If your investment relies on a steady increase in rental rates or only works when vacancy rates are low, it may not be sustainable through tough economic times. When analyzing the rental investment, make sure the current rental and vacancy rates support the investment — but be flexible with your numbers. This will help in the event of lower rental rates or longer-than-anticipated vacancies.

Avoid buying properties in a rental “bubble”

Just as markets have real estate bubbles for housing prices, they can also have bubbles for rental prices. The national average appreciation rate for rental prices is around 1.6%, while some cities are growing at rates of 3%–5%.

It’s unlikely that these high rental rates will be sustainable in the long run. Eventually, the rental prices will have to adjust to meet the household income of the area. Apartment List has rent and appreciation data on all 50 states and several large metro areas to help you identify which markets may be in a rental bubble.

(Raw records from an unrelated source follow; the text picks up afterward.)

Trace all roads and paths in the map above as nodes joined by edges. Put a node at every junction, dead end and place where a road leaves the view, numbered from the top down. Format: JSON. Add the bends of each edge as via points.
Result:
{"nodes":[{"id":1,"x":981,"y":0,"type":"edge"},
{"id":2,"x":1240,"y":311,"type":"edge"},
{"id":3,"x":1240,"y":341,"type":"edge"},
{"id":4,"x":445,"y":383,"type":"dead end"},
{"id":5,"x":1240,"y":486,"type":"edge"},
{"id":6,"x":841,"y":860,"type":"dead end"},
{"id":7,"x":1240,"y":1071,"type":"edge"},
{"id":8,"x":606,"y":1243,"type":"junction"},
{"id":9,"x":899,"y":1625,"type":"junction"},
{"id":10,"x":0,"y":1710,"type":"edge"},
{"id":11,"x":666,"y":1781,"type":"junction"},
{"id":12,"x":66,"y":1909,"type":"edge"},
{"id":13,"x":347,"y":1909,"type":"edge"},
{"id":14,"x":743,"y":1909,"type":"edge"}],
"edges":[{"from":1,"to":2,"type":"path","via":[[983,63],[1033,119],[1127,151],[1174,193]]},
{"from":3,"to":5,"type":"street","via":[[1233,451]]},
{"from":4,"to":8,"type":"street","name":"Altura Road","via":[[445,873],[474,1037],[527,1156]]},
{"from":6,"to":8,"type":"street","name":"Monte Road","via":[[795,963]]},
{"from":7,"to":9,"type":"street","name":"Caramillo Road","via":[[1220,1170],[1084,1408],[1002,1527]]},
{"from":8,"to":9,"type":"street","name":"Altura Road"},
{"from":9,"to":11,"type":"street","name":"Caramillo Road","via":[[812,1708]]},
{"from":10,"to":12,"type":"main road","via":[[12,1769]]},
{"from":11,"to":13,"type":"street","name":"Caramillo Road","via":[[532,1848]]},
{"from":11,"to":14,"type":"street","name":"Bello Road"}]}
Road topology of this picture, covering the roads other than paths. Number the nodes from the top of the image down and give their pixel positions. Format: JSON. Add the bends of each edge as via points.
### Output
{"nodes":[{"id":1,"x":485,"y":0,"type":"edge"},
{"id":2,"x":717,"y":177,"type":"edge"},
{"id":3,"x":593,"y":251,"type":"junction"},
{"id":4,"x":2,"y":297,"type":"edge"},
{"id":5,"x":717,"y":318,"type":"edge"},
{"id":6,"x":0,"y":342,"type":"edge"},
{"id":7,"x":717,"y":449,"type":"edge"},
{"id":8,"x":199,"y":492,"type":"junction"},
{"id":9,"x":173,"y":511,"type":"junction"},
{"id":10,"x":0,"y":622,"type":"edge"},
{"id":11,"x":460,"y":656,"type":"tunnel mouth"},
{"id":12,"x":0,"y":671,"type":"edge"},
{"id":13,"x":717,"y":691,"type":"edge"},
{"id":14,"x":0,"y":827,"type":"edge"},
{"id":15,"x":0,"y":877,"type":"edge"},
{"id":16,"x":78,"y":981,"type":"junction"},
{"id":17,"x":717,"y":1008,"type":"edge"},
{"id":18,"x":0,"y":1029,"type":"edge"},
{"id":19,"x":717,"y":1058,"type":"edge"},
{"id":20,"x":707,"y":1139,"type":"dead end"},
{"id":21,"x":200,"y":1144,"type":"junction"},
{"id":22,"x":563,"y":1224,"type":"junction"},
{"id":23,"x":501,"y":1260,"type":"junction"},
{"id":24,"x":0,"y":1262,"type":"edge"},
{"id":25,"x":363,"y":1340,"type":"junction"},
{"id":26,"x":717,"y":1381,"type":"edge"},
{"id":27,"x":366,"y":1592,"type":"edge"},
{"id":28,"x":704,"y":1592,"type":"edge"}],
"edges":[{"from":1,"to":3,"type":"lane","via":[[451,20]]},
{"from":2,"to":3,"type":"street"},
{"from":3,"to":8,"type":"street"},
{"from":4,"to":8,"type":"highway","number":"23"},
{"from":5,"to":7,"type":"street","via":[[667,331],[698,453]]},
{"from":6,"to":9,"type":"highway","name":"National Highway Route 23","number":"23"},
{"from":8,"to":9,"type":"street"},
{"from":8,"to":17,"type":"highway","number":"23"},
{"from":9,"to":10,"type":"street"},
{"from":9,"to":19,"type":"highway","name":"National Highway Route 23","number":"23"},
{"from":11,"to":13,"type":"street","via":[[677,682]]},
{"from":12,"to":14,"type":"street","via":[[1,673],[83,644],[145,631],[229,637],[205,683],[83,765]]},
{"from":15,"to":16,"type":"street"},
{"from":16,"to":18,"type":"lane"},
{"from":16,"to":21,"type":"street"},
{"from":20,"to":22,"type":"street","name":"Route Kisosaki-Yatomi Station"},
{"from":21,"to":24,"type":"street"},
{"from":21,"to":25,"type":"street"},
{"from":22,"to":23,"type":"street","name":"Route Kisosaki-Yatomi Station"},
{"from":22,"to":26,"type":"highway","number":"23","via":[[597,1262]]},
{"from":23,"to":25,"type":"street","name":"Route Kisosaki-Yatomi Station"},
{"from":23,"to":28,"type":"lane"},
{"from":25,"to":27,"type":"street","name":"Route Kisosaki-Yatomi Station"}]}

Conduct due diligence on your market.. Evaluate the long-term health and stability of rental demand, population and economic stability, and rental affordability in your specific area.

It’s best to err on the side of caution and invest in rental properties that provide your targeted return on investment at an affordable rent. If the market supports higher rental rates, the return on investment will increase as the market supports it.

Rental properties continue to be a worthwhile investment if done properly. The largest opportunity in today’s market is to find rental properties that provide desired yields with affordable rents. While the current market holds opportunities for investors to receive higher returns, it’s imperative to hedge against potential risks and changes in the market.